Let the characters describe themselves



While reading Flannery O’Connor’s "A Good Man is Hard to Find" recently, I tried to pay attention to how she described her characters. She was so good at describing characteristics and mannerisms without slowing the pace of her stories.


For example, this description of the rich old farmer, Mr. Cheatam in the short story “A Temple of the Holy Ghost”:


“He was bald-headed except for a little fringe of rust-colored hair and his face was nearly the same color as the unpaved roads and washed like them with ruts and gullys. He wore a pale green shirt with a thin black stripe in it and blue galluses and his trousers cut across a protruding stomach that he pressed tenderly from time to time with his big flat thumb. All his teeth were backed with gold and he would roll his eyes at Miss Kirby in an impish way and say ‘Haw haw,’ sitting in their porch swing with his legs spread apart and his hightopped shoes pointing in opposite directions on the floor.”

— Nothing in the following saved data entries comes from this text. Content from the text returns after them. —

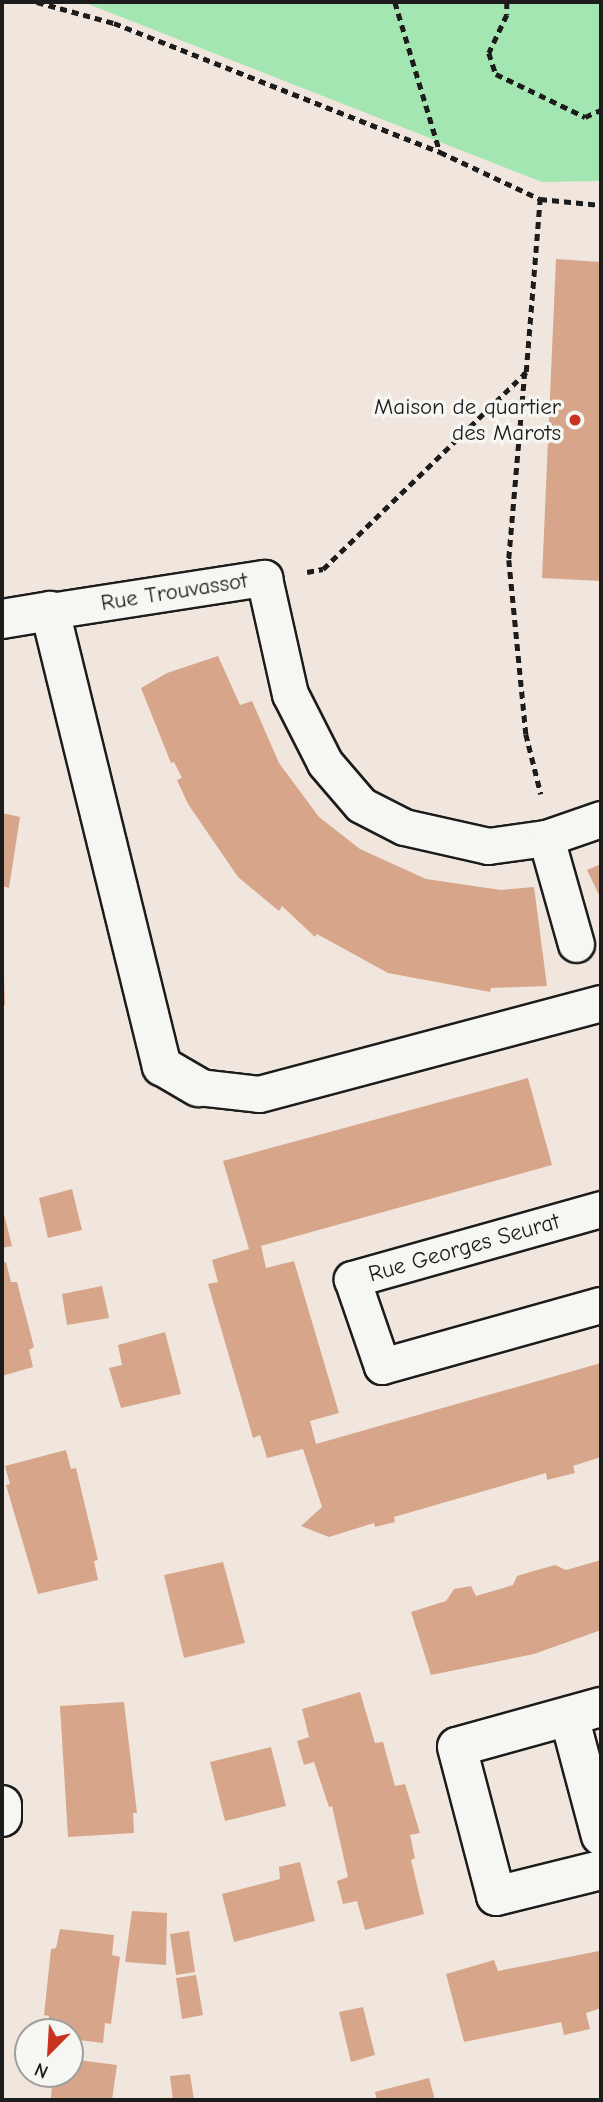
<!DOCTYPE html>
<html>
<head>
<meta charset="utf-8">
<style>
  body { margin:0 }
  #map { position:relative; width:603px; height:2102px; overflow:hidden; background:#f0e6dd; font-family:"Comic Neue",sans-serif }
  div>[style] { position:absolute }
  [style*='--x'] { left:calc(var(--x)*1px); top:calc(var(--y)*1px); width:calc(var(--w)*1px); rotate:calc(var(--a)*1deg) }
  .green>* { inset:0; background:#a3e6b1 }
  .building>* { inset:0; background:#d7a68a }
  .path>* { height:4.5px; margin-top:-2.25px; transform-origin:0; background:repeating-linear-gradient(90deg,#1c1c1c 0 7px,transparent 0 12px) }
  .roads { filter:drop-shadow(2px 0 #1c1c1c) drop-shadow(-2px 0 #1c1c1c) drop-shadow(0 2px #1c1c1c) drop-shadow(0 -2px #1c1c1c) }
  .pedestrian>* { height:35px; margin:-17.5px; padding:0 17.5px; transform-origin:17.5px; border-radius:17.5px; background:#f6f6f2 }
  .minor>* { height:38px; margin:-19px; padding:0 19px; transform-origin:19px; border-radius:19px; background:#f6f6f2 }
  .dots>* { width:19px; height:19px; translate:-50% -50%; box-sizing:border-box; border:4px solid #f6f6f2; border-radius:50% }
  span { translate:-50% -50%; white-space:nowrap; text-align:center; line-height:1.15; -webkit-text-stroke:7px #f6f6f2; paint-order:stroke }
  .poi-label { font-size:23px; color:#1c1c1c }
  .right { translate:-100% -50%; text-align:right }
  .street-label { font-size:23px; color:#1c1c1c }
  .frame { position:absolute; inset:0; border:4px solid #1c1c1c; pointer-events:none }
  .north { position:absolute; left:14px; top:2018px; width:70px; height:70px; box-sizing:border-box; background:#f6f6f2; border:2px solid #9f9f9c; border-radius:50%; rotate:204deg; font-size:19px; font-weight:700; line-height:28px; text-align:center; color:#1c1c1c }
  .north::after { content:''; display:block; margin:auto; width:24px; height:32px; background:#c8321e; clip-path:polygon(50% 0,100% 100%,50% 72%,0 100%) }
</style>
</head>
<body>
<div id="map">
  <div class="green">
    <i style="clip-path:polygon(83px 2px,601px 2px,601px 181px,542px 182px)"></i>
  </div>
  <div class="building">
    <i style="clip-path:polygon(556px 259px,601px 262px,601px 581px,542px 578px)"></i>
    <i style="clip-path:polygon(218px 656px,240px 705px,252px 701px,279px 763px,319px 817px,360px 849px,426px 879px,501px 890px,534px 887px,547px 986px,491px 988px,490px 992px,388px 973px,317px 934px,315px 937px,282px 906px,279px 911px,238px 877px,188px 804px,177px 780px,182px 778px,174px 762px,171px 763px,141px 688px,167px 673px)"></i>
    <i style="clip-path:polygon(2px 813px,20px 817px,9px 888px,2px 886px)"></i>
    <i style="clip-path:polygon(601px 864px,601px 899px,587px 870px)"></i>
    <i style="clip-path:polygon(2px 976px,4px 976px,5px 1005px,2px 1005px)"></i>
    <i style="clip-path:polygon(528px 1078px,552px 1165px,261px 1246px,266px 1268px,294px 1261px,339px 1413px,310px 1421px,316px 1444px,601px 1363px,601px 1457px,573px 1466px,575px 1473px,547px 1480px,546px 1473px,394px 1517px,395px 1522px,375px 1527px,374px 1523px,329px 1537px,301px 1526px,322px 1507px,303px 1449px,267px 1458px,260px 1435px,253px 1438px,208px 1284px,218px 1282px,212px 1260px,249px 1249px,223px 1161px)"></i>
    <i style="clip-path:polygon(72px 1189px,82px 1230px,48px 1238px,39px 1198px)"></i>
    <i style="clip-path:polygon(2px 1206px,12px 1246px,2px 1248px)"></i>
    <i style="clip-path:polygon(6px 1262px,11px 1282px,17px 1282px,34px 1347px,29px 1350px,33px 1367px,2px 1376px,2px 1263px)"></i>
    <i style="clip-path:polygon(102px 1286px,109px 1318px,67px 1325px,62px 1294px)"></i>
    <i style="clip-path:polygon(165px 1332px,181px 1394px,121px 1408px,109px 1368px,122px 1365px,118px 1345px)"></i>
    <i style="clip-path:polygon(66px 1450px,71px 1469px,76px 1468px,98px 1560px,94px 1561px,98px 1580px,38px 1594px,6px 1485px,10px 1484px,5px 1466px)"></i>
    <i style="clip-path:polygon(601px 1560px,601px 1630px,534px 1654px,431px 1675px,411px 1612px,446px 1601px,454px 1589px,471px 1586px,476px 1596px,513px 1585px,517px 1576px,537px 1570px,555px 1565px,566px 1570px)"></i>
    <i style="clip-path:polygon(223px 1562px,245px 1643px,184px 1658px,164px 1575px)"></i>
    <i style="clip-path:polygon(360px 1692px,375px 1743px,383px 1742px,395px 1786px,405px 1784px,420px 1833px,410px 1835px,415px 1858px,411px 1860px,424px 1914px,365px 1930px,357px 1901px,343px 1904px,337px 1881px,348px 1877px,332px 1806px,329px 1807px,314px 1762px,304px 1765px,297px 1741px,309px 1737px,302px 1709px)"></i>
    <i style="clip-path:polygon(124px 1702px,137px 1813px,133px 1813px,134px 1833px,68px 1837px,60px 1706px)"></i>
    <i style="clip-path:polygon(271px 1747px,286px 1806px,225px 1821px,210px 1762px)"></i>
    <i style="clip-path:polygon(300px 1862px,315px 1921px,234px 1942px,222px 1894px,280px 1879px,279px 1867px)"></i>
    <i style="clip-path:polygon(132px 1911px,167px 1913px,166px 1965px,125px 1962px)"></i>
    <i style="clip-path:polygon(60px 1929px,114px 1935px,112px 1955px,120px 1957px,111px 2024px,105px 2023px,103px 2043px,70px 2039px,70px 2032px,48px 2032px,49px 2016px,44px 2015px,51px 1949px,56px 1948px)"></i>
    <i style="clip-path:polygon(189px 1931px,195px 1972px,176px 1975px,170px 1934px)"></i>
    <i style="clip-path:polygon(599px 1951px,601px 2008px,586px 2013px,590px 2029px,564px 2035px,561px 2022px,464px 2042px,446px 1974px,494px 1960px,498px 1971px)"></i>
    <i style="clip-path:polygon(196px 1975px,203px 2015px,182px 2019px,176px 1978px)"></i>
    <i style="clip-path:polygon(363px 2007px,375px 2055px,351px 2062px,339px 2012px)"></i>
    <i style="clip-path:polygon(70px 2059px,117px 2065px,112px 2100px,51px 2098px,53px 2074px,70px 2074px)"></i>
    <i style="clip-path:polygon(190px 2074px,194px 2100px,173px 2100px,170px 2076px)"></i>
    <i style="clip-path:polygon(429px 2078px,435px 2100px,377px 2100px,375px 2092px)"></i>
  </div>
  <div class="path">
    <i style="--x:37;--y:2;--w:80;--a:15.3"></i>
    <i style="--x:114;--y:23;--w:351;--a:21.6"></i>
    <i style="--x:395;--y:2;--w:157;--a:73.3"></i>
    <i style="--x:440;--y:152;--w:110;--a:25.2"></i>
    <i style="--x:507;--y:2;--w:13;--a:90"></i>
    <i style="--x:507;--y:15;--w:42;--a:115.3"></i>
    <i style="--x:489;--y:53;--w:22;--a:72"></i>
    <i style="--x:496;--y:74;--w:99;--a:25.8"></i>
    <i style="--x:585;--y:117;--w:17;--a:-24"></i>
    <i style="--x:525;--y:372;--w:189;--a:94.9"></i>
    <i style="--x:509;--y:560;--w:175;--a:84.4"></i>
    <i style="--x:526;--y:734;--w:62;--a:76"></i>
    <i style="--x:307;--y:572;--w:16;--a:-11"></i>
    <i style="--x:323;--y:569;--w:283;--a:-44.1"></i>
    <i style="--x:526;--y:372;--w:174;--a:-85.4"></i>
    <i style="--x:540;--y:199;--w:61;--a:5.6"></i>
  </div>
  <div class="roads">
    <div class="pedestrian">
      <i style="--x:50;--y:611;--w:217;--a:-8.8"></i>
      <i style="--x:264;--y:578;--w:119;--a:77.4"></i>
      <i style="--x:290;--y:694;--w:77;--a:63.1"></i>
      <i style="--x:325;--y:763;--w:55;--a:49.4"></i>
      <i style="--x:361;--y:805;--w:48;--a:27.1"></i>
      <i style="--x:404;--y:827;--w:86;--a:12.7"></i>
      <i style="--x:488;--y:846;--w:59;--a:-7.9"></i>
      <i style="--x:546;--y:838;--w:58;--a:-19.1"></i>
      <i style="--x:546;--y:838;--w:110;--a:74.2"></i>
      <i style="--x:198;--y:1087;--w:61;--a:6.5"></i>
      <i style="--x:259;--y:1094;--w:354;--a:-14.9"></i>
      <i style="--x:601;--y:1209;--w:259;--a:164.3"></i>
      <i style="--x:352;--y:1279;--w:92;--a:71"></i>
      <i style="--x:382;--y:1366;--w:227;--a:-15.6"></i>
    </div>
    <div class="minor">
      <i style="--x:2;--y:619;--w:49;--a:-9.5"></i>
      <i style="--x:50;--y:611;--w:469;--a:76.2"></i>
      <i style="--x:162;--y:1066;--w:42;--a:30.3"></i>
      <i style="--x:601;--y:1707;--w:149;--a:164.5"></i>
      <i style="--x:457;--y:1747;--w:154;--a:75.3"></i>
      <i style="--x:496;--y:1896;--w:108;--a:-13.9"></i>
      <i style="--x:569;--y:1716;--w:124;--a:75.1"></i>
      <i style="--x:2;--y:1805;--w:12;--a:90"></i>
    </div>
  </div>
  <div class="dots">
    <i style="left:575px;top:420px;background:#c8321e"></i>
  </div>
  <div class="poi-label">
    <span class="right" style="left:561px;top:420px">Maison de quartier<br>des Marots</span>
  </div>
  <div class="street-label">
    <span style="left:174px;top:592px;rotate:-9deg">Rue Trouvassot</span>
    <span style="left:464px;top:1248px;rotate:-16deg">Rue Georges Seurat</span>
  </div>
  <div class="frame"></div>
  <div class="north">N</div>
</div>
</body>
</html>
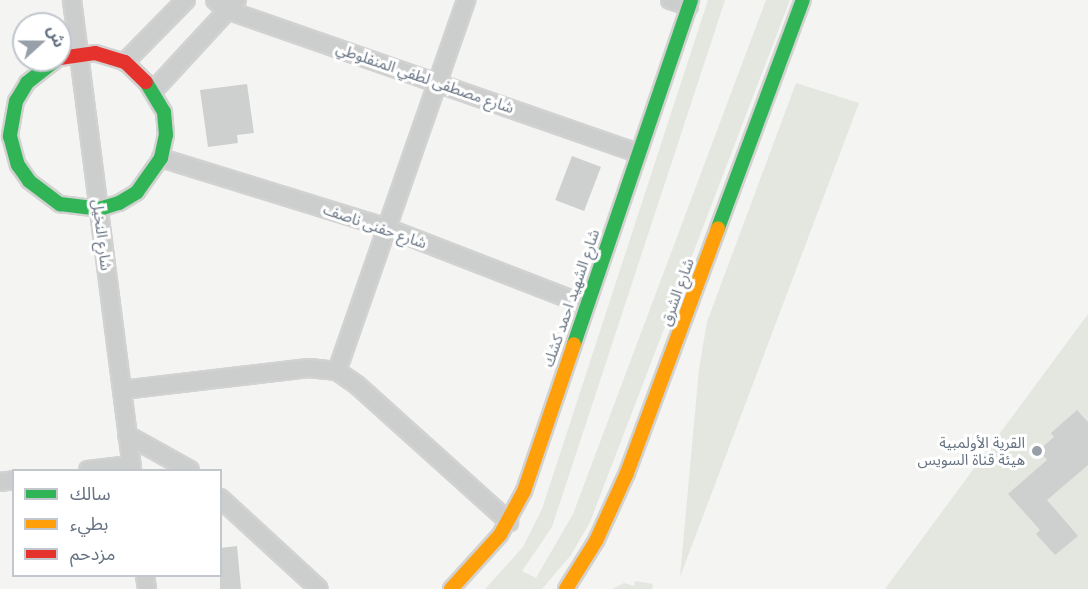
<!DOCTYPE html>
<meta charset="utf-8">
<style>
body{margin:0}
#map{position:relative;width:1088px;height:589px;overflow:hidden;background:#f4f4f2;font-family:"Open Sans","Noto Sans Arabic",sans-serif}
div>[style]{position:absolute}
.green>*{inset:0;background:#e3e7e0}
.building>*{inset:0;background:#cecfcf;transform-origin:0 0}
.roads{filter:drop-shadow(2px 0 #d1d2d1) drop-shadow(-2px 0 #d1d2d1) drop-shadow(0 2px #d1d2d1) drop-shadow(0 -2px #d1d2d1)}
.street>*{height:16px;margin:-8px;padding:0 8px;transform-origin:8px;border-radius:8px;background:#cccdcd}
.fast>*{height:14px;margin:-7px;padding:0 7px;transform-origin:7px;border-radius:7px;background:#30b455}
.slow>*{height:14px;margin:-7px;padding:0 7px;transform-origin:7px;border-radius:7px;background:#ff9f0a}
.jam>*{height:14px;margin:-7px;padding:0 7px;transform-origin:7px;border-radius:7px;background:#e5322d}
.dots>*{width:16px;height:16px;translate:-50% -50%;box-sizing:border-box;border:3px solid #fff;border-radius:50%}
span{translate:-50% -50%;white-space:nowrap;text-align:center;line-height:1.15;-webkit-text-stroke:6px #fff;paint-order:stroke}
.street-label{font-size:15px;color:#657281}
.poi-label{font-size:15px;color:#657281}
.right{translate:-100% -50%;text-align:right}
.legend{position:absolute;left:12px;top:469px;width:210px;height:108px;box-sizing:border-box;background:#fff;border:2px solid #c1c7cd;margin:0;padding:8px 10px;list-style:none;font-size:18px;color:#657281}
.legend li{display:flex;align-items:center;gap:12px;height:30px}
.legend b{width:30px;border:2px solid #c1c7cd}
.north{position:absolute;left:12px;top:12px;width:60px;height:60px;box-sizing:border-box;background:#fff;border:2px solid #c1c7cd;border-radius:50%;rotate:69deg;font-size:16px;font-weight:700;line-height:24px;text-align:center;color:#657281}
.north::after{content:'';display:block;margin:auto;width:21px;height:27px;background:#97a0a9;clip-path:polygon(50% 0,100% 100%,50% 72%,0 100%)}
</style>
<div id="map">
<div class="green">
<i style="clip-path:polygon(708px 0,725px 0,552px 527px,522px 571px,536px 578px,573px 514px,766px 0,790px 0,590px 522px,571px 555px,542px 589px,485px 589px,523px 547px,542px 509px)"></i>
<i style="clip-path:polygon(796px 83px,859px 103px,680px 577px,699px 369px,707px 322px)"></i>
<i style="clip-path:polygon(1088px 314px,1088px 589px,885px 589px)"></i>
<i style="clip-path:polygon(635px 581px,653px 584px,652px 589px,612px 589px,624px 583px,634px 586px)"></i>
</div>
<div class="building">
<i style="clip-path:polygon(247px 84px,254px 133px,237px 135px,238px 143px,208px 147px,200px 90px)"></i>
<i style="left:572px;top:156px;width:31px;height:47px;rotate:21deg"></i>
<i style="clip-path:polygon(1077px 410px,1088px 422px,1088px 465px,1047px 500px,1078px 536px,1055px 555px,1036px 534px,1040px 530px,1008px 494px,1047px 460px,1039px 450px,1054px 437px,1051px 433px)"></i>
<i style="clip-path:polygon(237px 546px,241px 589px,220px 589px,220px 548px)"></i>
</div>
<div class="roads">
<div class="street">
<i style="left:72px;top:0;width:474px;rotate:82.7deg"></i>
<i style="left:215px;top:0;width:16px;rotate:40deg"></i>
<i style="left:227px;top:10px;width:435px;rotate:19.2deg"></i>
<i style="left:670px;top:0;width:20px;rotate:18deg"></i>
<i style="left:125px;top:62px;width:87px;rotate:-45.5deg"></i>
<i style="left:154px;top:90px;width:122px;rotate:-47.3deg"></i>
<i style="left:161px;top:158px;width:237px;rotate:17.2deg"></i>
<i style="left:387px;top:228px;width:213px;rotate:21.2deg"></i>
<i style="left:337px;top:371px;width:393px;rotate:-70.8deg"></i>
<i style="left:122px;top:390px;width:188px;rotate:-6.7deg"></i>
<i style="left:309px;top:368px;width:28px;rotate:6deg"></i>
<i style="left:337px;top:371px;width:24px;rotate:35deg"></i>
<i style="left:357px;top:385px;width:205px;rotate:42deg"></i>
<i style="left:127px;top:435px;width:72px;rotate:29.1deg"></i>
<i style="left:88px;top:470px;width:43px;rotate:-6.6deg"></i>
<i style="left:0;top:482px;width:14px;rotate:-8deg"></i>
<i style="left:220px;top:498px;width:134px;rotate:42.6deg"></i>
<i style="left:145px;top:576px;width:13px;rotate:81deg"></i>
</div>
<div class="fast">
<i style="left:56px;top:60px;width:37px;rotate:142deg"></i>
<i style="left:27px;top:83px;width:21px;rotate:121deg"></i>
<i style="left:16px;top:101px;width:36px;rotate:100deg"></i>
<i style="left:10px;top:136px;width:30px;rotate:75deg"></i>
<i style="left:18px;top:165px;width:19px;rotate:55deg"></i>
<i style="left:29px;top:181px;width:39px;rotate:37deg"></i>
<i style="left:60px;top:204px;width:39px;rotate:7deg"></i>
<i style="left:99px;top:209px;width:21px;rotate:-17deg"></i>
<i style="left:119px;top:203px;width:21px;rotate:-31deg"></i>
<i style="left:137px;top:192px;width:42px;rotate:-54.8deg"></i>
<i style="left:161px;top:158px;width:24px;rotate:-78deg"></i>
<i style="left:166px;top:135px;width:23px;rotate:-95deg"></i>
<i style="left:164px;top:112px;width:35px;rotate:-121deg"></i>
<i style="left:718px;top:228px;width:243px;rotate:-69.6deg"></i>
<i style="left:574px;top:344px;width:363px;rotate:-71.2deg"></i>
</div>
<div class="slow">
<i style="left:451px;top:589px;width:73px;rotate:-47.8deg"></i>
<i style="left:500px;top:535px;width:50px;rotate:-61.4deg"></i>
<i style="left:524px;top:491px;width:155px;rotate:-71.2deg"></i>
<i style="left:566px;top:589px;width:57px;rotate:-58deg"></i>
<i style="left:596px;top:541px;width:75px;rotate:-65.5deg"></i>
<i style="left:627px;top:473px;width:261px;rotate:-69.6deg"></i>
</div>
<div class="jam">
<i style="left:60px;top:58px;width:35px;rotate:-8deg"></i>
<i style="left:95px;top:53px;width:31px;rotate:17deg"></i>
<i style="left:125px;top:62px;width:29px;rotate:44deg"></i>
</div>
</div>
<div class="dots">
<i style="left:1037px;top:451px;background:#97a0a9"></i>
</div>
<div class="street-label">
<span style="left:425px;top:78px;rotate:19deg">شارع مصطفى لطفي المنفلوطي</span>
<span style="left:375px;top:226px;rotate:19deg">شارع حفنى ناصف</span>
<span style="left:102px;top:235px;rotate:83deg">شارع النخيل</span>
<span style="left:677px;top:292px;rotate:-70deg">شارع الشرق</span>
<span style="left:571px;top:298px;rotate:-71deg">شارع الشهيد احمد كشك</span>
</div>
<div class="poi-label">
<span class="right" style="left:1025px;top:451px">القرية الأولمبية<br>هيئة قناة السويس</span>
</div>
<ul class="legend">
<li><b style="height:8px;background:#30b455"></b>سالك</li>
<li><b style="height:8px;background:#ff9f0a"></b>بطيء</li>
<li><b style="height:8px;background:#e5322d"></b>مزدحم</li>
</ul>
<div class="north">ش</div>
</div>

Mr. Cheatam was courting Miss Kirby, and that was the extent of his role in the story. I was struck by how O’Connor kept this description anchored securely to the plot. I would have been tempted to give a sentence or two of back-story. Was Mr. Cheatam a widower? Did he inherit his money or build up his fortune? He was not a central character; he never even appeared in the story outside of others talking about him. To include that information would have painted a fuller picture, but it was unnecessary to the plot, so she never let the description get off the front porch.


O’Connor also found comparisons that were pertinent to the lifestyle of the character. His face was “nearly the same color as the unpaved roads and washed like them with ruts and gullys.” It wasn’t “creased like a poorly folded map in the glovebox” or “rutted like the bark on an old Maple.” Although their faces might be similar, my first description would better suit a trucker or traveling salesman, perhaps. The second, a woodsman, maybe, or a botanist. O’Connor’s description fit his environment perfectly (and “washed” was an awesome verb there).


When I write, I usually describe my characters from the perspective of Matt rather than letting the setting, tone, circumstances and characters themselves dictate the language.